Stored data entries
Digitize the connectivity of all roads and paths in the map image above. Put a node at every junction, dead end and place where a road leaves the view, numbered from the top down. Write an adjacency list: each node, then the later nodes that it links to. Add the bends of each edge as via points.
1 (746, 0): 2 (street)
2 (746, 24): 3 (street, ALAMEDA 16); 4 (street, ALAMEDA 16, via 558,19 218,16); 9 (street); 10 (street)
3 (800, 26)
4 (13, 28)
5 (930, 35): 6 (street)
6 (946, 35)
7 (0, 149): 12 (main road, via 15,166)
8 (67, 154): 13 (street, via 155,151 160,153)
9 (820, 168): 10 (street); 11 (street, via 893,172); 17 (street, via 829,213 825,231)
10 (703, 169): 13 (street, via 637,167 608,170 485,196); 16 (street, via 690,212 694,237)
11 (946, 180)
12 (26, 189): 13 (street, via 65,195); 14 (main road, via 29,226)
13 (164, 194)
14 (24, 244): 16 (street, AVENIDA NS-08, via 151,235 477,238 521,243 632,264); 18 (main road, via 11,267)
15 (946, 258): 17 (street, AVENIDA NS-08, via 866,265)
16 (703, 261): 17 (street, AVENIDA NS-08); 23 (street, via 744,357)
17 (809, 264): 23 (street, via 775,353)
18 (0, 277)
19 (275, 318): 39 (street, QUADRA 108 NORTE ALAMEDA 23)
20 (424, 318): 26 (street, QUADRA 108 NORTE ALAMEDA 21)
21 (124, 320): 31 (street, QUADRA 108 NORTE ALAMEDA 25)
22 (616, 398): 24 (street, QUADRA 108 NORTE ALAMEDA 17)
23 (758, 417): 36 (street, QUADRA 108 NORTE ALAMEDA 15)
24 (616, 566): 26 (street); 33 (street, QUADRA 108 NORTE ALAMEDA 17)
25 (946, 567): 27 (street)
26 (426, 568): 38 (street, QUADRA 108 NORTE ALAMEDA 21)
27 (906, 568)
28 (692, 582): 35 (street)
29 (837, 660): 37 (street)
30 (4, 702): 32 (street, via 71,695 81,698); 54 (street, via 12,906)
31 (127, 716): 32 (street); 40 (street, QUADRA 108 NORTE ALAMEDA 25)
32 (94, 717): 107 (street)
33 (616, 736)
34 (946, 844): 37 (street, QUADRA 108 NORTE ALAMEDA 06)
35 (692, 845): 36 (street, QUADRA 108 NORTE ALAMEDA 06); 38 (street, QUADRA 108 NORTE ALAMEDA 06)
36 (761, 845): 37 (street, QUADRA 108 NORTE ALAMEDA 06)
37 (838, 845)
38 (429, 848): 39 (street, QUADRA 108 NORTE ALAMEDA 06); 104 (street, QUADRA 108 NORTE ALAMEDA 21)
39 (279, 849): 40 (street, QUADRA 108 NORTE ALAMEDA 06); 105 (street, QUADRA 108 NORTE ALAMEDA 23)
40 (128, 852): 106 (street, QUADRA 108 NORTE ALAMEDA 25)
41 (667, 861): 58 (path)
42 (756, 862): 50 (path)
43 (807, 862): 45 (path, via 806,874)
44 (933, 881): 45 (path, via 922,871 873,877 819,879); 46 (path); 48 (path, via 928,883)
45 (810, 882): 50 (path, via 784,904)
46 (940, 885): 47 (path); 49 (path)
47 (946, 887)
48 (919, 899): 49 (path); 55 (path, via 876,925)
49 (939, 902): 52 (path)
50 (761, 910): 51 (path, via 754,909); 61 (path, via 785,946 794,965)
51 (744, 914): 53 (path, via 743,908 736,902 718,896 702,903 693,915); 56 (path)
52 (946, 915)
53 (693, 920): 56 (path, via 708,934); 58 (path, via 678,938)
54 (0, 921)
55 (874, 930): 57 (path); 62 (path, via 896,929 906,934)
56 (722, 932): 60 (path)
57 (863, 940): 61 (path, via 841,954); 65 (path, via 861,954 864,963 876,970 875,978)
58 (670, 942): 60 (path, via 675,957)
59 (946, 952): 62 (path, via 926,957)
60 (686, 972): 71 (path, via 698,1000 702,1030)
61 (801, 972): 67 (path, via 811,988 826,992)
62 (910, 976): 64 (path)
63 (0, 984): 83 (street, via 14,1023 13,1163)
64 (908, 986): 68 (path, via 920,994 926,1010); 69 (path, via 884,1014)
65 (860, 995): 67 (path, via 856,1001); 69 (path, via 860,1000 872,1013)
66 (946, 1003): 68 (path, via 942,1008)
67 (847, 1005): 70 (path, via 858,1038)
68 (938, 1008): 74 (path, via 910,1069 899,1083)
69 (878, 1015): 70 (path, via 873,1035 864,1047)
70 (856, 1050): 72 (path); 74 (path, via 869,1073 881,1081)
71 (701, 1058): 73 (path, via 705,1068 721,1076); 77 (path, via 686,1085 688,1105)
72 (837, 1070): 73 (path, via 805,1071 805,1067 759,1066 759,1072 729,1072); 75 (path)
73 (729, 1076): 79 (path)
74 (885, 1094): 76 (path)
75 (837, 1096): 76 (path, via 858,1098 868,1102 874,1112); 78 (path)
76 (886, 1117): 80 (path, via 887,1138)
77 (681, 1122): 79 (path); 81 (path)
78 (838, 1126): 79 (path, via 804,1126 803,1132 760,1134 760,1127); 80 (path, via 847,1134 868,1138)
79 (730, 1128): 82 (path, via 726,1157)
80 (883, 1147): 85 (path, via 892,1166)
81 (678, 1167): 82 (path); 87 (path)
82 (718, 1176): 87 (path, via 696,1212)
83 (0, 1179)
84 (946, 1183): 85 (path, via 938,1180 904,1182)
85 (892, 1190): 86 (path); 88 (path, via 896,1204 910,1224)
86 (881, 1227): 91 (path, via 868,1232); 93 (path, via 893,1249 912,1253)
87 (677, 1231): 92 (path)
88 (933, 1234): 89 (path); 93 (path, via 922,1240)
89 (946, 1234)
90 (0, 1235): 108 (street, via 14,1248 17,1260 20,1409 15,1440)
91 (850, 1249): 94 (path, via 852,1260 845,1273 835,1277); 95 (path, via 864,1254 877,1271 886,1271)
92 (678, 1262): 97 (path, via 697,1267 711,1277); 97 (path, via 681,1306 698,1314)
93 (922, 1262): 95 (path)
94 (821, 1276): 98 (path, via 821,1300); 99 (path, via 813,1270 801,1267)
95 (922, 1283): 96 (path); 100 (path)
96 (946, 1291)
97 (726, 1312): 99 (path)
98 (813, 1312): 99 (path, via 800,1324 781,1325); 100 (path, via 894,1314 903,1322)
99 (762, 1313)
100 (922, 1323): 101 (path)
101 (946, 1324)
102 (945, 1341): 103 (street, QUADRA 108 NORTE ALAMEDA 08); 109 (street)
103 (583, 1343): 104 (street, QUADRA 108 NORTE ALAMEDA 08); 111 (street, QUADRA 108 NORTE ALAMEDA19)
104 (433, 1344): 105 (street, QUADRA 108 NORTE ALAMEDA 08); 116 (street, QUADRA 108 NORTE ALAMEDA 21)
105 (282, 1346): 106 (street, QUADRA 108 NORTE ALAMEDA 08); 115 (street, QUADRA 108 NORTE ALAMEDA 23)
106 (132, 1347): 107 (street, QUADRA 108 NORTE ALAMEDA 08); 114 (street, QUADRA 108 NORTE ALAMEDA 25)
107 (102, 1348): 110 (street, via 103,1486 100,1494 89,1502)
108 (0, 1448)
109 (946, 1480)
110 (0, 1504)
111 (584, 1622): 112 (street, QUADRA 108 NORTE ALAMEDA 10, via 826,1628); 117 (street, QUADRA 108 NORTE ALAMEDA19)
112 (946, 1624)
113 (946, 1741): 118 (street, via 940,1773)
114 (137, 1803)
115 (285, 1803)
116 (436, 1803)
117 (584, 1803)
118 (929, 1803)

What to do
Where a line of the data includes the string "road", list that line.

Task solution
Digitize the connectivity of all roads and paths in the map image above. Put a node at every junction, dead end and place where a road leaves the view, numbered from the top down. Write an adjacency list: each node, then the later nodes that it links to. Add the bends of each edge as via points.
7 (0, 149): 12 (main road, via 15,166)
12 (26, 189): 13 (street, via 65,195); 14 (main road, via 29,226)
14 (24, 244): 16 (street, AVENIDA NS-08, via 151,235 477,238 521,243 632,264); 18 (main road, via 11,267)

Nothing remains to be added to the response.